**The problem**
Show all lines from the listing below that contain "Федотова".

**Given data**
--- START ---
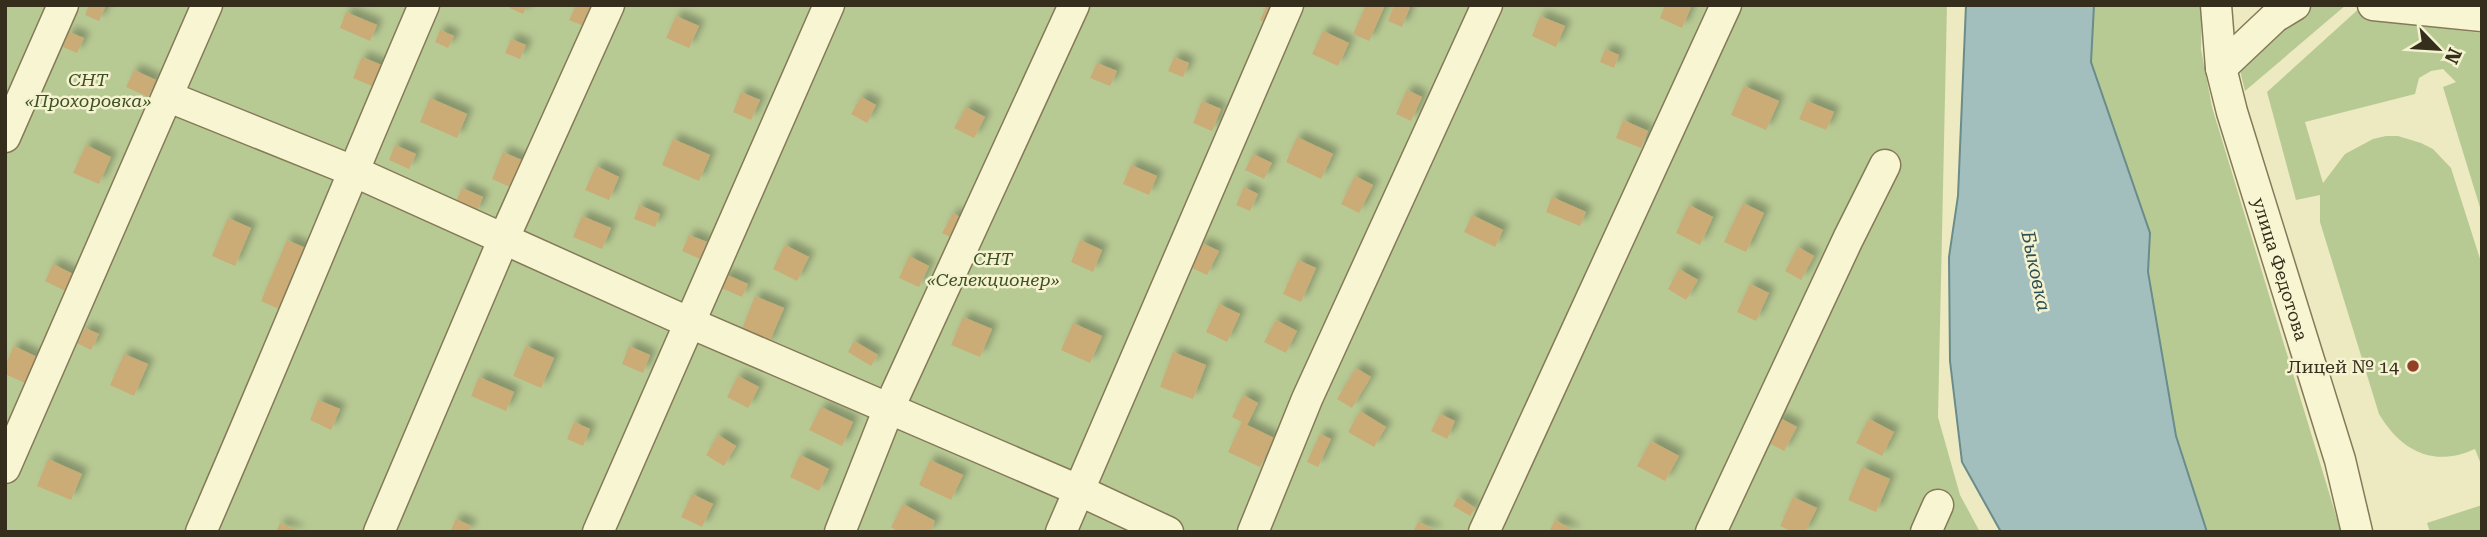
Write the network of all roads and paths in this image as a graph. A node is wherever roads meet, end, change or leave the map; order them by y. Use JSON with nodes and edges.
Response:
{"nodes":[{"id":1,"x":63,"y":5,"type":"edge"},
{"id":2,"x":207,"y":5,"type":"edge"},
{"id":3,"x":424,"y":5,"type":"edge"},
{"id":4,"x":609,"y":5,"type":"edge"},
{"id":5,"x":829,"y":5,"type":"edge"},
{"id":6,"x":1074,"y":5,"type":"edge"},
{"id":7,"x":1288,"y":5,"type":"edge"},
{"id":8,"x":1487,"y":5,"type":"edge"},
{"id":9,"x":1726,"y":5,"type":"edge"},
{"id":10,"x":2216,"y":5,"type":"edge"},
{"id":11,"x":2295,"y":5,"type":"edge"},
{"id":12,"x":2373,"y":5,"type":"edge"},
{"id":13,"x":2482,"y":16,"type":"edge"},
{"id":14,"x":2221,"y":68,"type":"junction"},
{"id":15,"x":169,"y":97,"type":"junction"},
{"id":16,"x":5,"y":137,"type":"edge"},
{"id":17,"x":1885,"y":165,"type":"dead end"},
{"id":18,"x":353,"y":171,"type":"junction"},
{"id":19,"x":504,"y":238,"type":"junction"},
{"id":20,"x":688,"y":321,"type":"junction"},
{"id":21,"x":889,"y":408,"type":"junction"},
{"id":22,"x":5,"y":468,"type":"edge"},
{"id":23,"x":1078,"y":490,"type":"junction"},
{"id":24,"x":201,"y":532,"type":"edge"},
{"id":25,"x":379,"y":532,"type":"edge"},
{"id":26,"x":598,"y":532,"type":"edge"},
{"id":27,"x":840,"y":532,"type":"edge"},
{"id":28,"x":1060,"y":532,"type":"edge"},
{"id":29,"x":1168,"y":532,"type":"edge"},
{"id":30,"x":1253,"y":532,"type":"edge"},
{"id":31,"x":1484,"y":532,"type":"edge"},
{"id":32,"x":1711,"y":532,"type":"edge"},
{"id":33,"x":2357,"y":532,"type":"edge"}],
"edges":[{"from":1,"to":16,"type":"street"},
{"from":2,"to":15,"type":"street"},
{"from":3,"to":18,"type":"street"},
{"from":4,"to":19,"type":"street"},
{"from":5,"to":20,"type":"street"},
{"from":6,"to":21,"type":"street"},
{"from":7,"to":23,"type":"street"},
{"from":8,"to":30,"type":"street"},
{"from":9,"to":31,"type":"street"},
{"from":10,"to":14,"type":"street","name":"улица Федотова"},
{"from":11,"to":14,"type":"street"},
{"from":12,"to":13,"type":"street"},
{"from":14,"to":33,"type":"street","name":"улица Федотова"},
{"from":15,"to":18,"type":"street"},
{"from":15,"to":22,"type":"street"},
{"from":17,"to":32,"type":"street"},
{"from":18,"to":19,"type":"street"},
{"from":18,"to":24,"type":"street"},
{"from":19,"to":20,"type":"street"},
{"from":19,"to":25,"type":"street"},
{"from":20,"to":21,"type":"street"},
{"from":20,"to":26,"type":"street"},
{"from":21,"to":23,"type":"street"},
{"from":21,"to":27,"type":"street"},
{"from":23,"to":28,"type":"street"},
{"from":23,"to":29,"type":"street"}]}
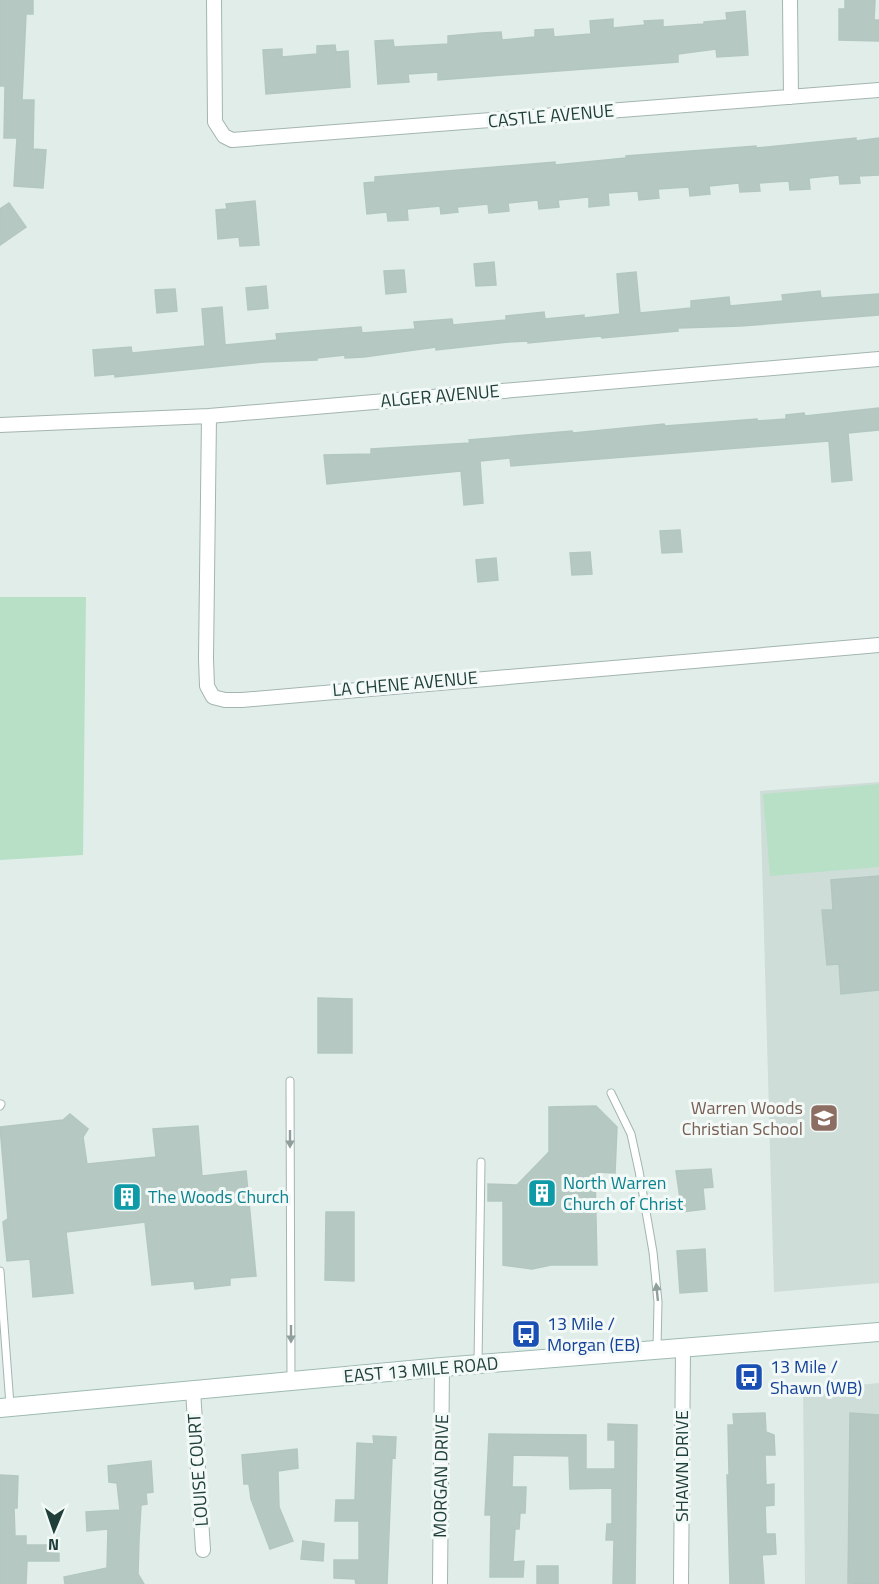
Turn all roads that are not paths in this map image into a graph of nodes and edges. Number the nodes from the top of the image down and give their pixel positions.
1 (214, 0) edge
2 (790, 0) edge
3 (879, 90) edge
4 (790, 97) junction
5 (879, 359) edge
6 (209, 416) junction
7 (0, 425) edge
8 (879, 645) edge
9 (290, 1081) dead end
10 (611, 1093) dead end
11 (481, 1162) dead end
12 (0, 1271) edge
13 (879, 1332) edge
14 (683, 1348) junction
15 (657, 1350) junction
16 (478, 1365) junction
17 (442, 1367) junction
18 (291, 1381) junction
19 (193, 1390) junction
20 (5, 1408) edge
21 (203, 1550) dead end
22 (440, 1584) edge
23 (681, 1584) edge

1 - 4 street, CASTLE AVENUE
2 - 4 street
3 - 4 street, CASTLE AVENUE
5 - 6 street, ALGER AVENUE
6 - 7 street, ALGER AVENUE
6 - 8 street, LA CHENE AVENUE
9 -> 18 lane
15 -> 10 lane
11 - 16 lane
12 - 20 lane
13 - 14 main road, EAST 13 MILE ROAD
14 - 15 main road, EAST 13 MILE ROAD
14 - 23 street, SHAWN DRIVE
15 - 16 main road, EAST 13 MILE ROAD
16 - 17 main road, EAST 13 MILE ROAD
17 - 18 main road, EAST 13 MILE ROAD
17 - 22 street, MORGAN DRIVE
18 - 19 main road, EAST 13 MILE ROAD
19 - 20 main road, EAST 13 MILE ROAD
19 - 21 street, LOUISE COURT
--- END ---
**Your response**
{"from":10,"to":14,"type":"street","name":"улица Федотова"},
{"from":14,"to":33,"type":"street","name":"улица Федотова"},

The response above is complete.